Later, in the days and weeks to follow, the truth occurred to Jade; she had killed her beloved little brother. The revelation shook her to her core and she could almost feel the demons rising up. They gripped her mind, whispering. They called her a monster, a murderer, and a failure.
Jade remembered spending countless hours over the years trying to deny the demons, just as she did now, staring at the old playroom, left exactly as it was the night of her brother’s death. He would’ve been 15 this year. As she stepped into the room, the demons grew louder, mocking her, telling her that a monster couldn’t mourn. Jade remembered believing them for such a long time. She believed that her parents hated her. Jade couldn’t decide what scared her more: that her parents thought that she was a monster or that it was probably true. She had never allowed herself to mourn her brother- she thought she didn’t have the right. She was a murderer, and she had accepted that. Even after all this time, she still felt like a quivering mess, afraid that the progress she had made in forgiving herself would evaporate in the memories of the fire.

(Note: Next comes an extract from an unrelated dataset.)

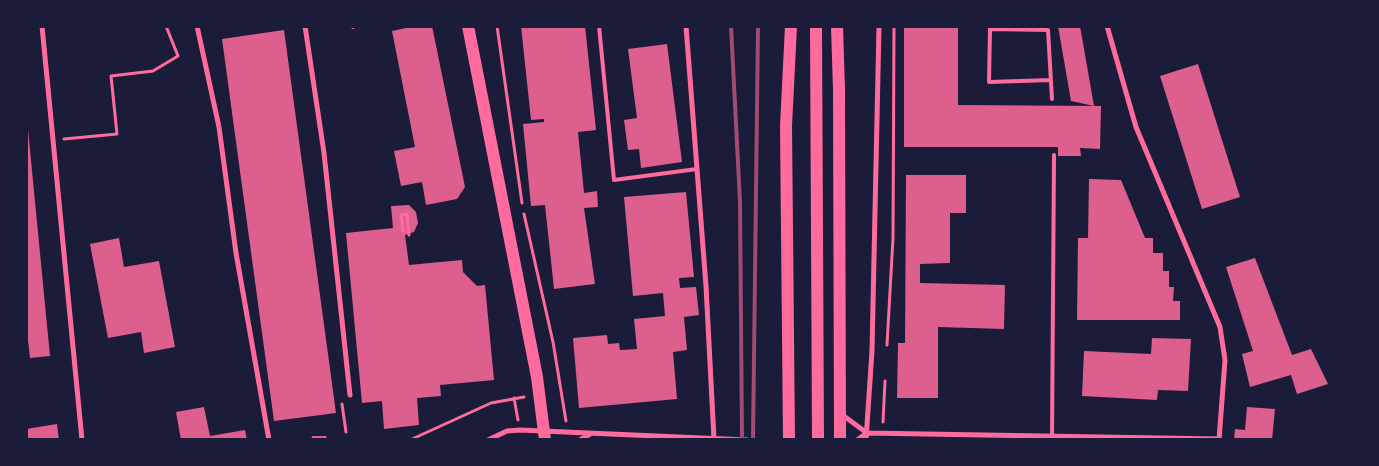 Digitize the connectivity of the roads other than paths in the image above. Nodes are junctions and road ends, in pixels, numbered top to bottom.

Jade forced herself into the room and sank down on her knees. Silence rang in her ears, and as a floorboard creaked from her weight, she finally broke down. They were not the nice tears on pretty faces that you see on TV; they were wet and loud with snot and spit in the corners of her mouth. The ragged breaths poured out her anger, fear, and sadness that she had not allowed her self to feel over the years. She ignored the screeching of the demons dancing around her and let everything out. She could feel herself crumbling into a thousand tiny pieces. This was it. Jade knew it. She had to let go- either that or die. With a sense of finality, she left herself go, and for the first time, she told herself it was okay to mourn.
When she was done crying, Jade looked up and examined the room. It no longer looked so scary. She couldn’t even feel the ghosts that used to reside here. It was as if the screaming cleansed the room the same way it cleansed her. Standing slowly, Jade rubbed her puffy eyes and wondered how long she sat on the floor crying. Her numb legs told her it was a long time. She took a deep breath- then another- before leaving. Down the stairs and through the dusty kitchen. The house felt so lonely without the whispers that used to haunt her. She stalled on the step on the front step of the house, feeling the sun with a new sense of peace and happiness. She felt lighter than she ever had in the last 15 years.
Jade still wasn’t sure what she was going to do with the house, but at least it wasn’t depressing anymore. It was haunted by the ghosts of regret; now it housed forgiveness previously thought impossible.